Effect of intragenic rearrangement and changes in the 3' consensus sequence on NSP1 expression and rotavirus replication.

The nonpolyadenylated mRNAs of rotavirus are templates for the synthesis of protein and the segmented double-stranded RNA (dsRNA) genome. During serial passage of simian SA11 rotaviruses in cell culture, two variants emerged with gene 5 dsRNAs containing large (1.1 and 0.5 kb) sequence duplications within the open reading frame (ORF) for NSP1. Due to the sequence rearrangements, both variants encoded only C-truncated forms of NSP1. Comparison of these and other variants encoding defective NSP1 with their corresponding wild-type viruses indicated that the inability to encode authentic NSP1 results in a small-plaque phenotype. Thus, although nonessential, NSP1 probably plays an active role in rotavirus replication in cell culture. In determining the sequences of the gene 5 dsRNAs of the SA11 variants and wild-type viruses, it was unexpectedly found that their 3' termini ended with 5'-UGAACC-3' instead of the 3' consensus sequence 5'-UGACC-3', which is present on the mRNAs of nearly all other group A rotaviruses.
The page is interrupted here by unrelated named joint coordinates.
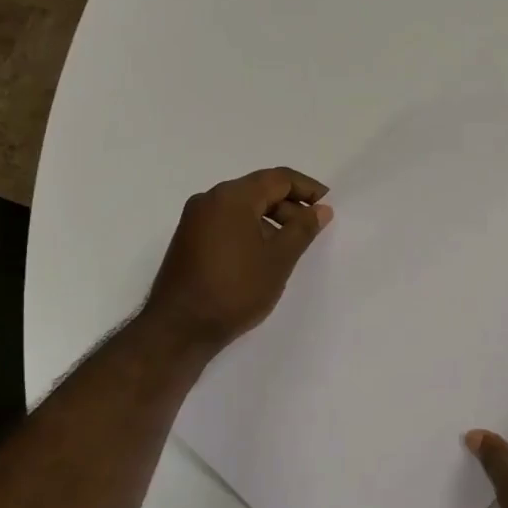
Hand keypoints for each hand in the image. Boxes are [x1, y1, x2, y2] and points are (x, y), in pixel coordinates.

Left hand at [142, 168, 332, 353]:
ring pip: (242, 208)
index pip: (278, 178)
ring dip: (270, 220)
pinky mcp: (188, 239)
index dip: (307, 188)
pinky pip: (226, 222)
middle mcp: (209, 199)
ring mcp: (194, 219)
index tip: (328, 205)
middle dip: (289, 206)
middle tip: (312, 230)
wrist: (179, 329)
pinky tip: (263, 256)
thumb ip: (303, 229)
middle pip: (258, 190)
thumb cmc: (235, 290)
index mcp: (232, 197)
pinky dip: (249, 230)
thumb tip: (321, 209)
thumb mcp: (278, 259)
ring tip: (291, 247)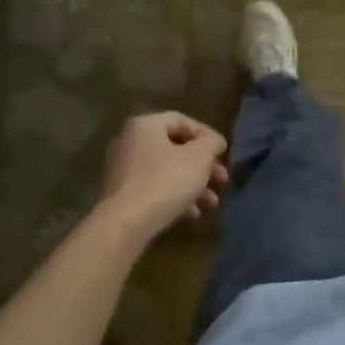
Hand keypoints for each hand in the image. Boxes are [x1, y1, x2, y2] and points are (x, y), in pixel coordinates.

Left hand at [99, 112, 229, 238]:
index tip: (223, 153)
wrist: (126, 223)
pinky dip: (175, 197)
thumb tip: (214, 141)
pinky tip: (192, 214)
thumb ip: (211, 143)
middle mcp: (129, 141)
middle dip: (203, 166)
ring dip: (193, 185)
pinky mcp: (122, 194)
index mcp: (145, 125)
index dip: (207, 135)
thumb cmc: (166, 181)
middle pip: (175, 148)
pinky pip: (154, 188)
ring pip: (167, 171)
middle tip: (221, 181)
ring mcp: (123, 169)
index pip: (182, 121)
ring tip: (211, 203)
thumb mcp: (199, 158)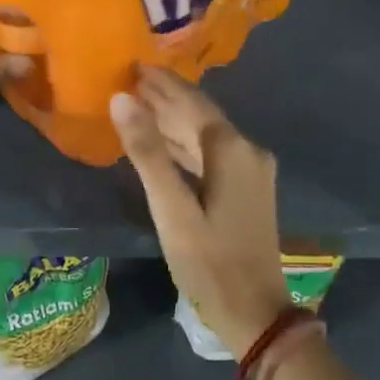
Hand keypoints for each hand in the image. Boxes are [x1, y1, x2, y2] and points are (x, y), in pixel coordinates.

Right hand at [110, 67, 289, 356]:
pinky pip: (212, 155)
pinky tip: (166, 143)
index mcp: (232, 150)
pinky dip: (187, 145)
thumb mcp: (172, 210)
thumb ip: (147, 153)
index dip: (162, 84)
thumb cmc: (209, 263)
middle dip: (166, 98)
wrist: (256, 314)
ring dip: (175, 121)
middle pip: (201, 115)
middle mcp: (248, 151)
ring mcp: (252, 171)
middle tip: (131, 80)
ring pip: (207, 135)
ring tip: (141, 104)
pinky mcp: (249, 190)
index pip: (191, 102)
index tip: (134, 65)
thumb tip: (122, 99)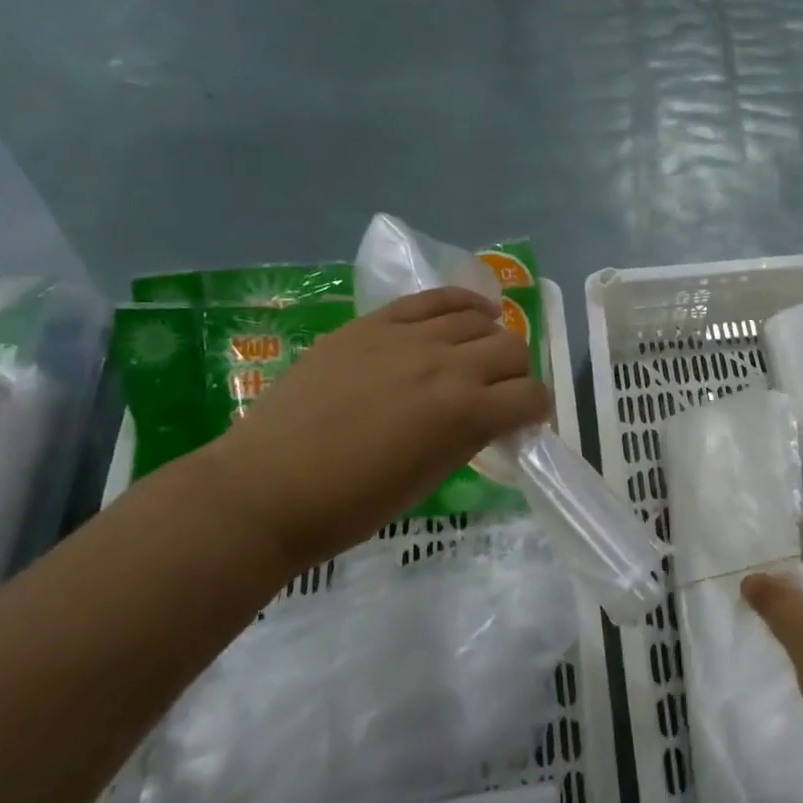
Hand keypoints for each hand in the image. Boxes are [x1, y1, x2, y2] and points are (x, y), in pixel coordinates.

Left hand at [190, 288, 549, 572]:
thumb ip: (471, 436)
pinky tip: (471, 313)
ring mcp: (408, 337)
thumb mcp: (432, 477)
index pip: (532, 397)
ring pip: (479, 319)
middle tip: (496, 393)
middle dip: (516, 374)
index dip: (535, 411)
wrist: (266, 488)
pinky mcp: (374, 323)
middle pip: (513, 349)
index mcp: (466, 414)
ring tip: (475, 356)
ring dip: (488, 340)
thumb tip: (492, 416)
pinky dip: (462, 303)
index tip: (522, 421)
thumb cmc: (352, 504)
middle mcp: (448, 365)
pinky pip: (434, 298)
Cell-free assays indicated that the A insertion into the 3' consensus sequence interfered with its ability to promote dsRNA synthesis and to function as a translation enhancer. The results provide evidence that the 3' consensus sequence of the gene 5 dsRNAs of SA11 rotaviruses has undergone a mutation causing it to operate suboptimally in RNA replication and in the expression of NSP1 during the virus life cycle. Indeed, just as rotavirus variants which encode defective NSP1 appear to have a selective advantage over those encoding wild-type NSP1 in cell culture, it may be that the atypical 3' end of SA11 gene 5 has been selected for because it promotes the expression of lower levels of NSP1 than the 3' consensus sequence.